*Brief*
The lines of the records that include "their" should all be copied.

*Raw data*
──────
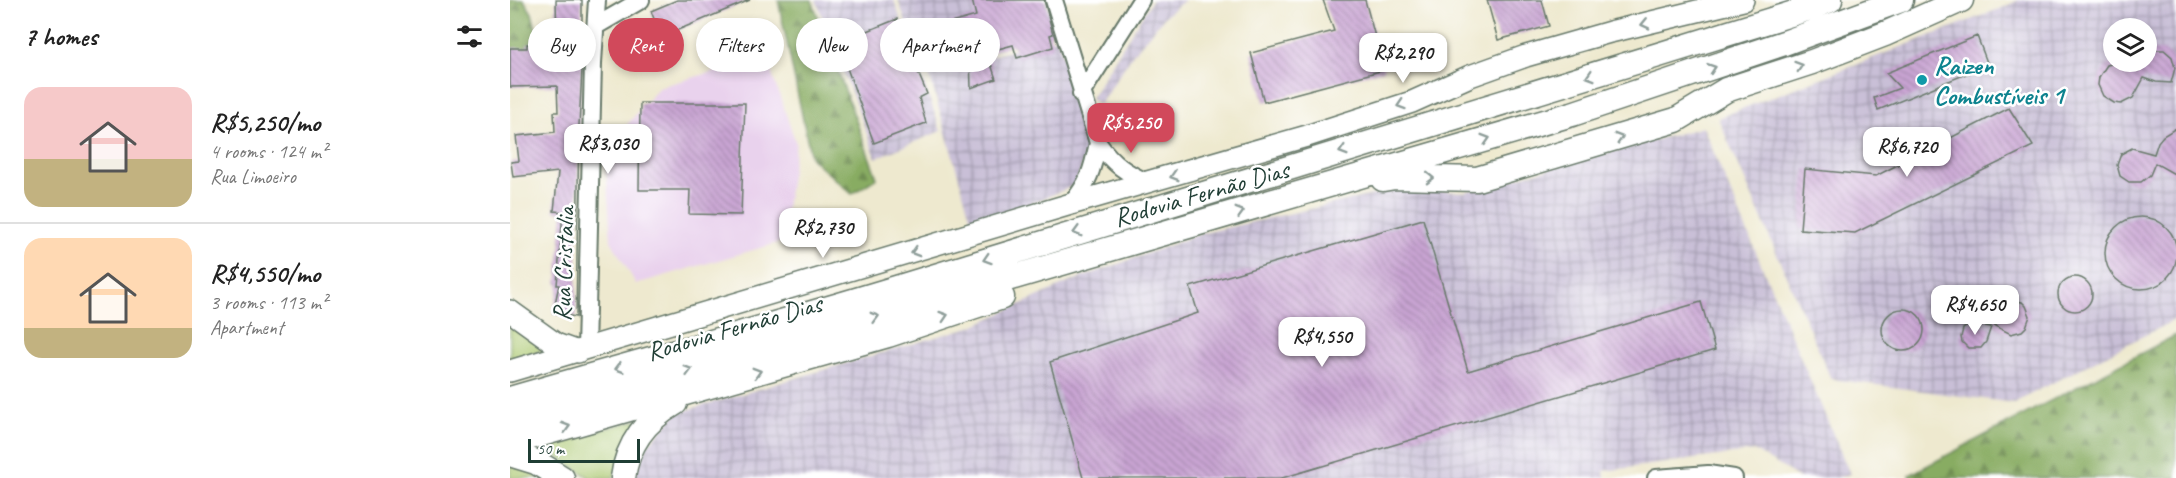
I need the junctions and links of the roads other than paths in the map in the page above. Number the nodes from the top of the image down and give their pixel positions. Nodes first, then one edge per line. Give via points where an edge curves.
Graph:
──────
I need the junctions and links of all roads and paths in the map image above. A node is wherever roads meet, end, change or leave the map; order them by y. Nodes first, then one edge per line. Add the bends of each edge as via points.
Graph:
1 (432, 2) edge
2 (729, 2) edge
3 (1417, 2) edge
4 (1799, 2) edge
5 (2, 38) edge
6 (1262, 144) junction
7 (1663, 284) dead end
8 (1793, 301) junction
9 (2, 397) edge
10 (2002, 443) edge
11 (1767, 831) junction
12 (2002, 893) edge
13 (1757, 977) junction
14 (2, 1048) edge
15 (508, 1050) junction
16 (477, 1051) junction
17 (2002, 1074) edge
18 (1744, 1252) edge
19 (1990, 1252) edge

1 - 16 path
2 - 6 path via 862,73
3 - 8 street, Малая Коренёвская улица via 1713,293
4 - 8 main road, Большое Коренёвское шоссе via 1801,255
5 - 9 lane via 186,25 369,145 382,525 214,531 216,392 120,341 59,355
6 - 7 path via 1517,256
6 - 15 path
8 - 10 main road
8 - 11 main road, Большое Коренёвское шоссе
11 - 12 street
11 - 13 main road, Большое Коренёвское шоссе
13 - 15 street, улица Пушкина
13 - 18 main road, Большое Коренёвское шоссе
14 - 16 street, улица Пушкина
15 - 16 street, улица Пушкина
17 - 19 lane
──────
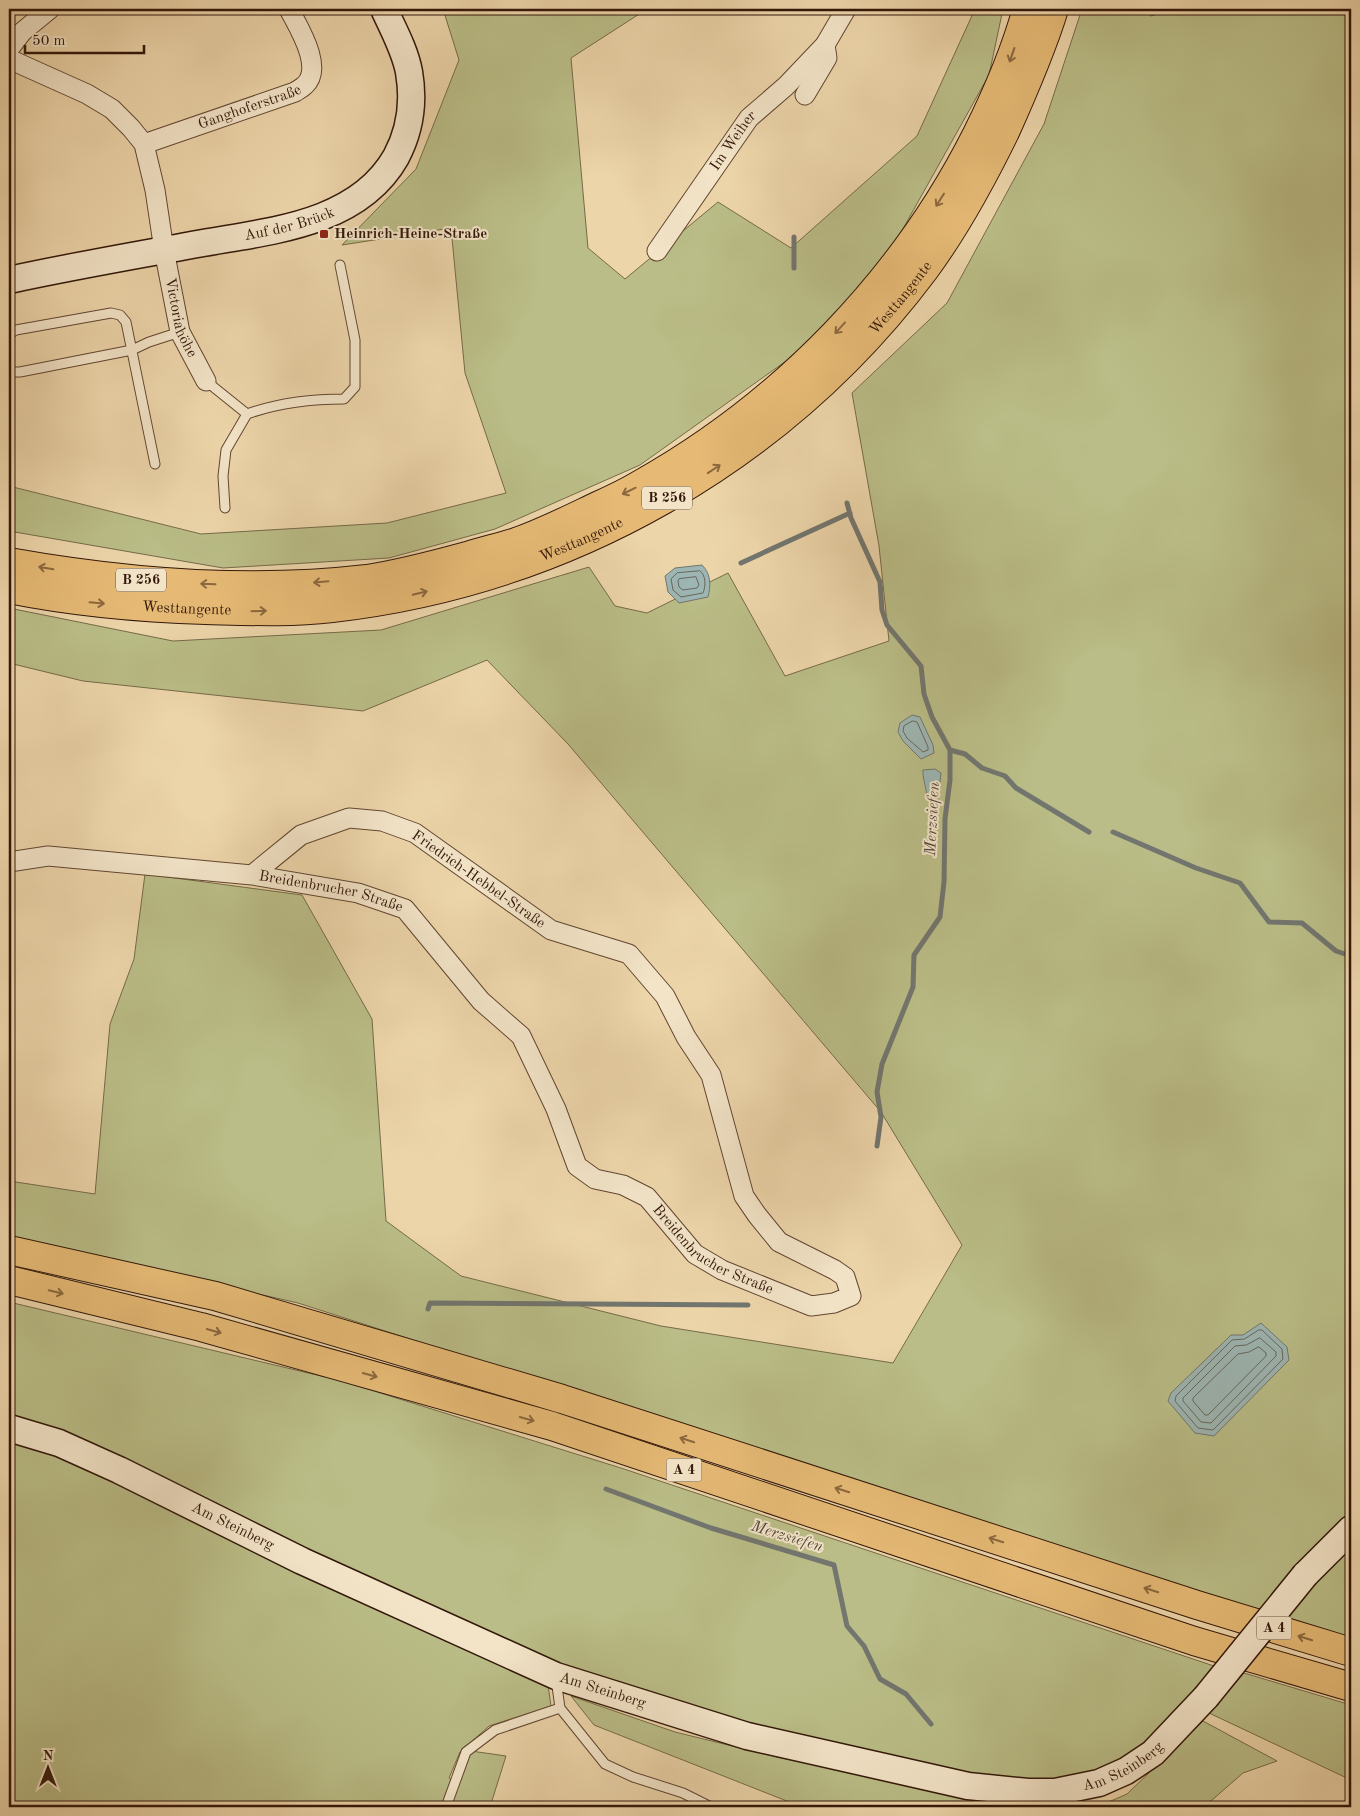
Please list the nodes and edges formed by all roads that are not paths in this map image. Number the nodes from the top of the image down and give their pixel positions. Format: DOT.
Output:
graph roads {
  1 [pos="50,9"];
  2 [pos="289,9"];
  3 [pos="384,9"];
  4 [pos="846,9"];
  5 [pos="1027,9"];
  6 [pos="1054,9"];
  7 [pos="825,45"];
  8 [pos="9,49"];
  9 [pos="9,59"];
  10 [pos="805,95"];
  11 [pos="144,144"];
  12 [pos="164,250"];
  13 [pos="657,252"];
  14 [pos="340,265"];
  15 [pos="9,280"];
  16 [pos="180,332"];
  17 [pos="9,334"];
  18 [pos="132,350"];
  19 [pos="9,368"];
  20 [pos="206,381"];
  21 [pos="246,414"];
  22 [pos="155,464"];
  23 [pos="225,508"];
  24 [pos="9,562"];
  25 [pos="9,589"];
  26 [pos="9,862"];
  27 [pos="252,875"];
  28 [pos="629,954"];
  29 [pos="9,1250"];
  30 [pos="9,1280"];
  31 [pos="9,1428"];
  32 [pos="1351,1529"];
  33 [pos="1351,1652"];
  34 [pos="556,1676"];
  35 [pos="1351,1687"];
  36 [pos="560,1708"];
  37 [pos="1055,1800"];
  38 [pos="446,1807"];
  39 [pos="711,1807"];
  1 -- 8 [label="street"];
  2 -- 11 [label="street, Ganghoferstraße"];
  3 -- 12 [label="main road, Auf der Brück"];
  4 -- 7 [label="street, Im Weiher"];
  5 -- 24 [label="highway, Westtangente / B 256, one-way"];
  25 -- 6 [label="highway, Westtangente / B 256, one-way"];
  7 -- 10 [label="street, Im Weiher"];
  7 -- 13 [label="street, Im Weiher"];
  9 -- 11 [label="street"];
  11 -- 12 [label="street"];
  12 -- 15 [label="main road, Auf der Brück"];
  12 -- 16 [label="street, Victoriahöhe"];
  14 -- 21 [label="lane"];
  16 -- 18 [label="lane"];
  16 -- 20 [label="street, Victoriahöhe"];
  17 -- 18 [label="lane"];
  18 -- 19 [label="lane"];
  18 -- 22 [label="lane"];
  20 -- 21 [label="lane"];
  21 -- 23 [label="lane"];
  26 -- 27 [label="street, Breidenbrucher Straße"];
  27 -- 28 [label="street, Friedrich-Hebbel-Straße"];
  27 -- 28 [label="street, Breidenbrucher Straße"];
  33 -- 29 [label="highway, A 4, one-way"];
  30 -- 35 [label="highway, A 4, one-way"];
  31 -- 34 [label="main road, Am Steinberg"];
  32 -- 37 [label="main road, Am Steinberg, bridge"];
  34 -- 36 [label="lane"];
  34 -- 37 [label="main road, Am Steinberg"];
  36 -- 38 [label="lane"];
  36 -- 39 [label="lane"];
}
──────
*Finished exercise*
I need the junctions and links of the roads other than paths in the map in the page above. Number the nodes from the top of the image down and give their pixel positions. Nodes first, then one edge per line. Give via points where an edge curves.
Please list the nodes and edges formed by all roads that are not paths in this map image. Number the nodes from the top of the image down and give their pixel positions. Format: DOT.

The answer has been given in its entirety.